■ THE PROBLEM: Since the entries below must stay intact, return each one exactly.

■ RECORDS FOR THIS TASK:
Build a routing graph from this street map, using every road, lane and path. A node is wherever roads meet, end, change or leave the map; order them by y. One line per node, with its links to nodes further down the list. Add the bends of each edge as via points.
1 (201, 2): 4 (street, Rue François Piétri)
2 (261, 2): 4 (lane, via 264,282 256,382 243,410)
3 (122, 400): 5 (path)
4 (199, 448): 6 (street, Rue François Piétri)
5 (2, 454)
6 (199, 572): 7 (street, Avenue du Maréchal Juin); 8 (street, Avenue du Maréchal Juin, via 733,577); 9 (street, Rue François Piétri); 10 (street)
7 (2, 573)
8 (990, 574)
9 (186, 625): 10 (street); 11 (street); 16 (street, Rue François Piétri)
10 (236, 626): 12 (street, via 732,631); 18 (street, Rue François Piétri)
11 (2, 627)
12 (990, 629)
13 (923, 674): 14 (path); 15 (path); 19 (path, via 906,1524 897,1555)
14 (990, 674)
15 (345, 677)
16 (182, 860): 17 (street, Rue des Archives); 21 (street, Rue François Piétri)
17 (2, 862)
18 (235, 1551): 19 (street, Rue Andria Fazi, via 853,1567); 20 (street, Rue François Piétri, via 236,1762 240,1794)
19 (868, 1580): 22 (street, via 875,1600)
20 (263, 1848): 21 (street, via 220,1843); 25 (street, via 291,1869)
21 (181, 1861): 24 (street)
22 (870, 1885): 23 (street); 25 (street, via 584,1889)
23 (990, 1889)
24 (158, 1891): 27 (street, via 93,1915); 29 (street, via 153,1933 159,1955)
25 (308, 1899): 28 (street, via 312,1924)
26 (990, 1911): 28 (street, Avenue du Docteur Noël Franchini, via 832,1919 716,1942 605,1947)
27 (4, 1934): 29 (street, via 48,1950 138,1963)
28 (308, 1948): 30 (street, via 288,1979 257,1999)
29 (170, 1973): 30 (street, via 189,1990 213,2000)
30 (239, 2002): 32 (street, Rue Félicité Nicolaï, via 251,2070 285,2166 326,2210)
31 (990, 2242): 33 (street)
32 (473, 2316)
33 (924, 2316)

■ FINAL ANSWER:
Build a routing graph from this street map, using every road, lane and path. A node is wherever roads meet, end, change or leave the map; order them by y. One line per node, with its links to nodes further down the list. Add the bends of each edge as via points.
1 (201, 2): 4 (street, Rue François Piétri)
2 (261, 2): 4 (lane, via 264,282 256,382 243,410)
3 (122, 400): 5 (path)
4 (199, 448): 6 (street, Rue François Piétri)
5 (2, 454)
6 (199, 572): 7 (street, Avenue du Maréchal Juin); 8 (street, Avenue du Maréchal Juin, via 733,577); 9 (street, Rue François Piétri); 10 (street)
7 (2, 573)
8 (990, 574)
9 (186, 625): 10 (street); 11 (street); 16 (street, Rue François Piétri)
10 (236, 626): 12 (street, via 732,631); 18 (street, Rue François Piétri)
11 (2, 627)
12 (990, 629)
13 (923, 674): 14 (path); 15 (path); 19 (path, via 906,1524 897,1555)
14 (990, 674)
15 (345, 677)
16 (182, 860): 17 (street, Rue des Archives); 21 (street, Rue François Piétri)
17 (2, 862)
18 (235, 1551): 19 (street, Rue Andria Fazi, via 853,1567); 20 (street, Rue François Piétri, via 236,1762 240,1794)
19 (868, 1580): 22 (street, via 875,1600)
20 (263, 1848): 21 (street, via 220,1843); 25 (street, via 291,1869)
21 (181, 1861): 24 (street)
22 (870, 1885): 23 (street); 25 (street, via 584,1889)
23 (990, 1889)
24 (158, 1891): 27 (street, via 93,1915); 29 (street, via 153,1933 159,1955)
25 (308, 1899): 28 (street, via 312,1924)
26 (990, 1911): 28 (street, Avenue du Docteur Noël Franchini, via 832,1919 716,1942 605,1947)
27 (4, 1934): 29 (street, via 48,1950 138,1963)
28 (308, 1948): 30 (street, via 288,1979 257,1999)
29 (170, 1973): 30 (street, via 189,1990 213,2000)
30 (239, 2002): 32 (street, Rue Félicité Nicolaï, via 251,2070 285,2166 326,2210)
31 (990, 2242): 33 (street)
32 (473, 2316)
33 (924, 2316)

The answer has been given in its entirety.